When my corn snakes were just babies, I had them sexed by a local reptile shop. While the guy is sexing the snakes, he was talking to someone else. During their conversation he states "yea, sometimes I don't know the answer, so I just make stuff up." I'm thinking....great. This guy is sexing my snakes and for all I know, he's just making it up. So I had plans to bring them back to be sexed on a day he wasn't working. Fastforward over a year and I finally have a chance to bring them in. Now the guy before was popping them and gave me the sexes of...

Anery - Female
Amel - Female
Snow - Male
Normal - Female

I took them back and had a different person sex them (he no longer works there) and she probed. Her results were...

Anery - Female
Amel - Male
Snow - Female
Normal - Male

I plan on getting my own probe set at the next reptile show if they have them available and sex these guys myself. What is the standard number of scales when probing that indicate a male or female? How reliable is this?
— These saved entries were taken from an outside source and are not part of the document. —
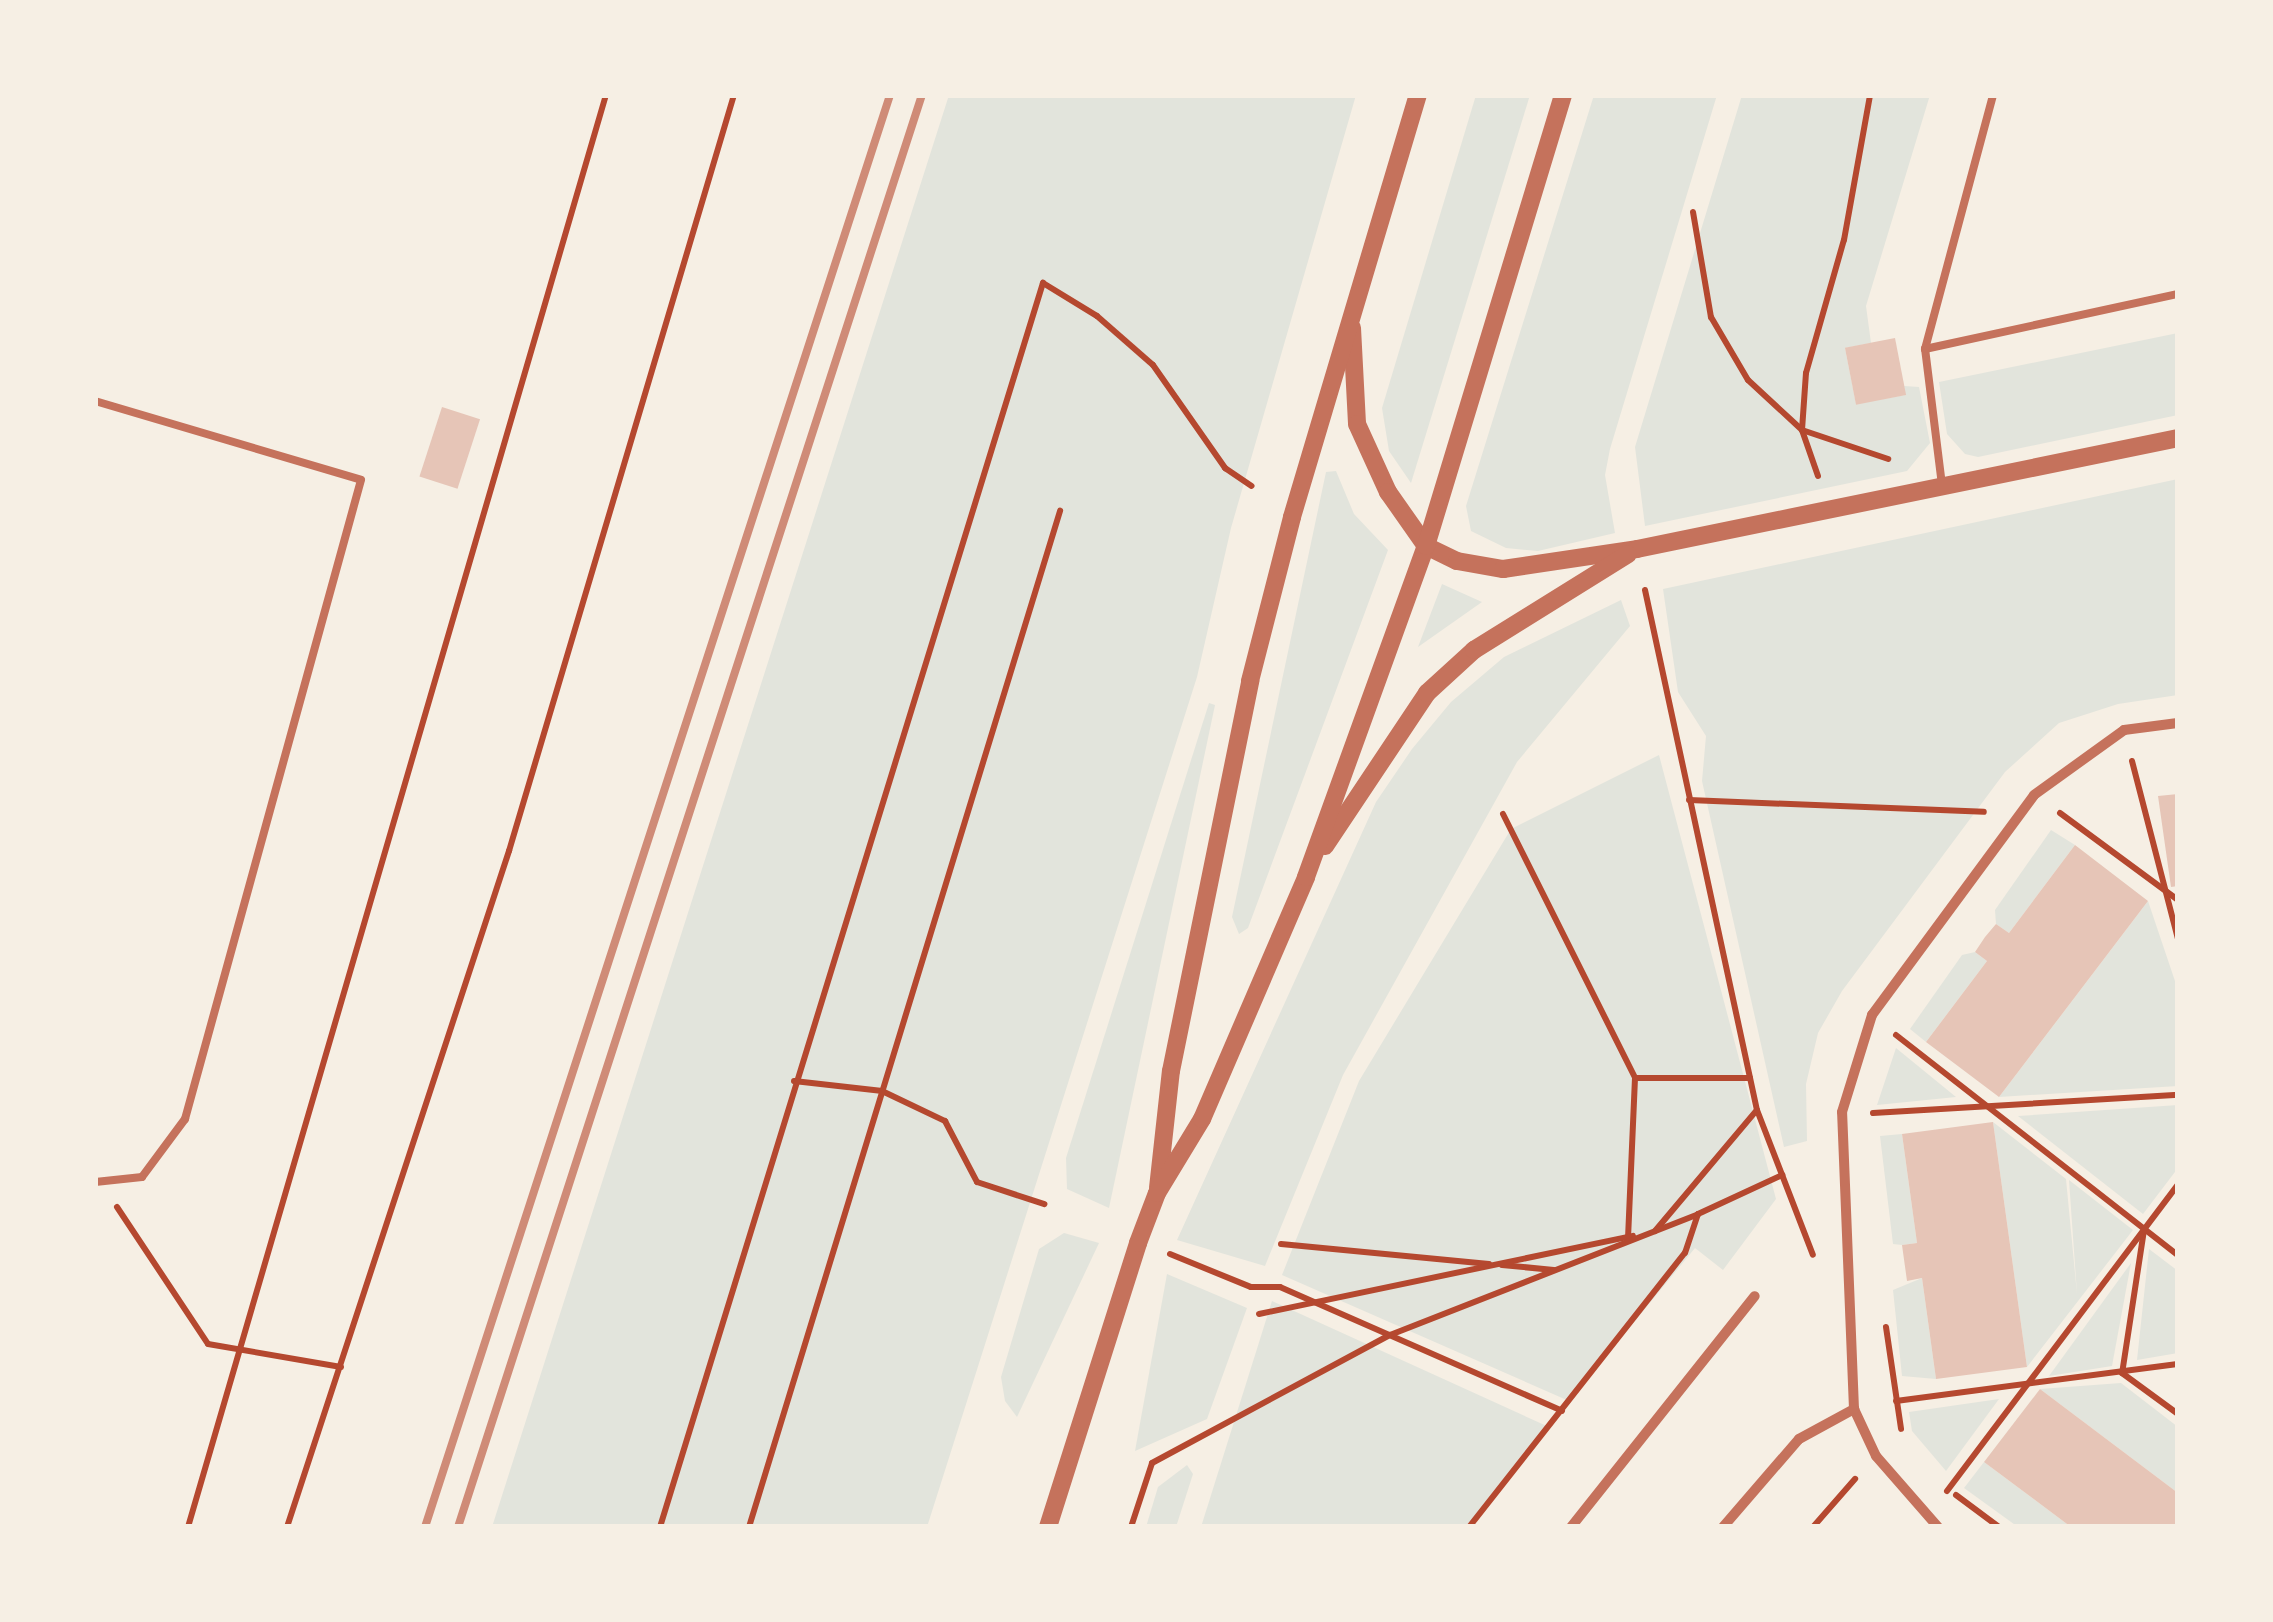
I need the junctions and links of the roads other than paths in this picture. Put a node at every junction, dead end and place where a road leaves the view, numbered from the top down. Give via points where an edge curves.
1 (1418, 95) edge
2 (1563, 95) edge
3 (1993, 95) edge
4 (2178, 294) edge
5 (1351, 313) junction
6 (1925, 350) junction
7 (95, 401) edge
8 (2178, 438) edge
9 (1942, 486) junction
10 (1426, 546) junction
11 (1637, 549) junction
12 (2178, 723) edge
13 (1306, 877) junction
14 (98, 1182) edge
15 (1157, 1194) junction
16 (1755, 1296) dead end
17 (1854, 1409) junction
18 (1048, 1527) edge
19 (1571, 1527) edge
20 (1724, 1527) edge
21 (1938, 1527) edge

1 - 5 street
2 - 10 street
3 - 6 lane
4 - 6 lane
5 - 10 street via 1357,424 1388,492
5 - 15 street via 1250,682 1171,1071
6 - 9 lane
7 - 14 lane via 361,480 185,1119 142,1177
8 - 9 street
9 - 11 street
10 - 11 street via 1457,561 1503,569
10 - 13 street
11 - 13 street via 1488,640 1427,693
12 - 17 street via 2124,730 2034,795 1872,1015 1842,1112
13 - 15 street via 1202,1120
15 - 18 street
16 - 19 street
17 - 20 street via 1798,1440
17 - 21 street via 1876,1456

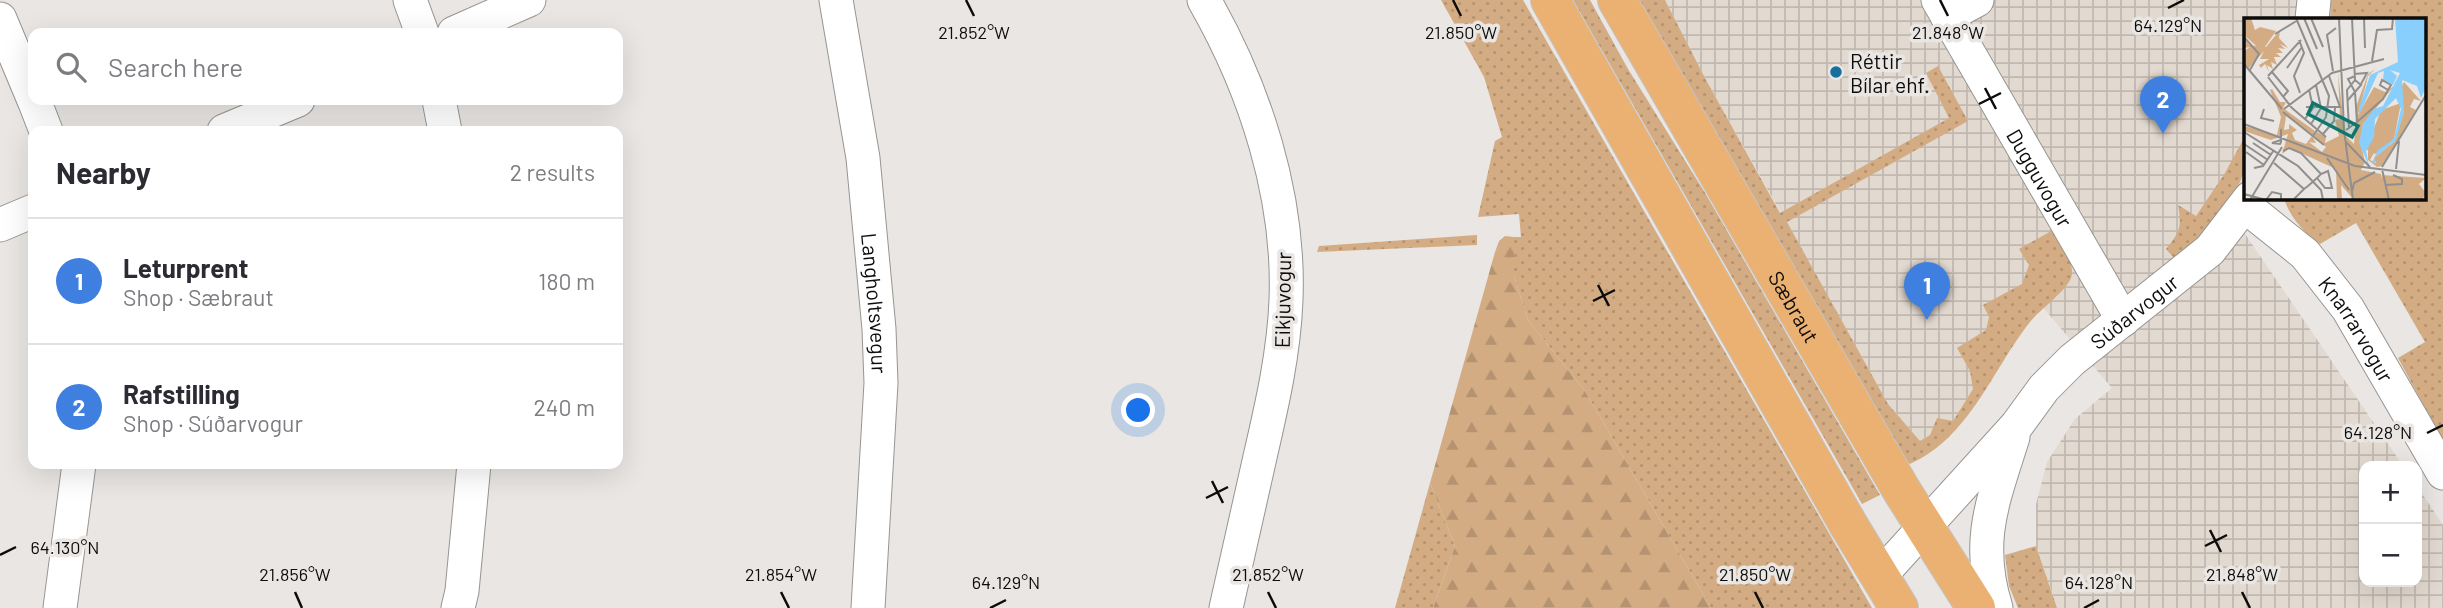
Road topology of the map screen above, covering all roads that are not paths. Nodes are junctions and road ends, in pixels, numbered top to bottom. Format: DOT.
graph roads {
  1 [pos="410,0"];
  2 [pos="528,0"];
  3 [pos="836,0"];
  4 [pos="1204,0"];
  5 [pos="1550,0"];
  6 [pos="1617,0"];
  7 [pos="1977,0"];
  8 [pos="2314,0"];
  9 [pos="1942,8"];
  10 [pos="2312,18"];
  11 [pos="0,19"];
  12 [pos="420,28"];
  13 [pos="465,28"];
  14 [pos="28,85"];
  15 [pos="36,105"];
  16 [pos="286,105"];
  17 [pos="440,105"];
  18 [pos="44,126"];
  19 [pos="235,126"];
  20 [pos="444,126"];
  21 [pos="2248,202"];
  22 [pos="28,213"];
  23 [pos="0,225"];
  24 [pos="2123,320"];
  25 [pos="2017,425"];
  26 [pos="78,469"];
  27 [pos="474,469"];
  28 [pos="2443,473"];
  29 [pos="1926,528"];
  30 [pos="1880,576"];
  31 [pos="60,608"];
  32 [pos="458,608"];
  33 [pos="868,608"];
  34 [pos="1226,608"];
  35 [pos="1899,608"];
  36 [pos="1976,608"];
  37 [pos="1996,608"];
  1 -- 12 [label="street"];
  2 -- 13 [label="street"];
  3 -- 33 [label="street, Langholtsvegur"];
  4 -- 34 [label="street, Eikjuvogur"];
  5 -- 30 [label="highway"];
  6 -- 29 [label="highway, Sæbraut"];
  7 -- 9 [label="street"];
  8 -- 10 [label="street"];
  9 -- 24 [label="street, Dugguvogur"];
  11 -- 14 [label="street"];
  15 -- 18 [label="street"];
  16 -- 19 [label="street"];
  17 -- 20 [label="street"];
  21 -- 24 [label="street, Súðarvogur"];
  21 -- 28 [label="street, Knarrarvogur"];
  22 -- 23 [label="street"];
  24 -- 25 [label="street, Súðarvogur"];
  25 -- 29 [label="street, Súðarvogur"];
  25 -- 37 [label="street, Súðarvogur"];
  26 -- 31 [label="street"];
  27 -- 32 [label="street"];
  29 -- 30 [label="street, Súðarvogur"];
  29 -- 36 [label="highway, Sæbraut"];
  30 -- 35 [label="highway"];
}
I've used tail tapering to sex corn snakes before. It was later confirmed with probing. An example is my adult snow corn. When I bought her the guy said she was too small to sex and to come back later. Several months later I had her popped and probed and he said its possible she was a female but he couldn't be certain because she went to a certain number of scales (for the life of me I can't remember). He said to watch her tail and see how it tapers. As she grew her tail tapered very quickly so she was guessed to be female. Later she was probed again and the man confirmed she was female. Again, I do not know how many scales but I remember that he stated when she was younger and was probed, it went in to the length that is directly at the upper range for females and lower range for males so he couldn't be certain.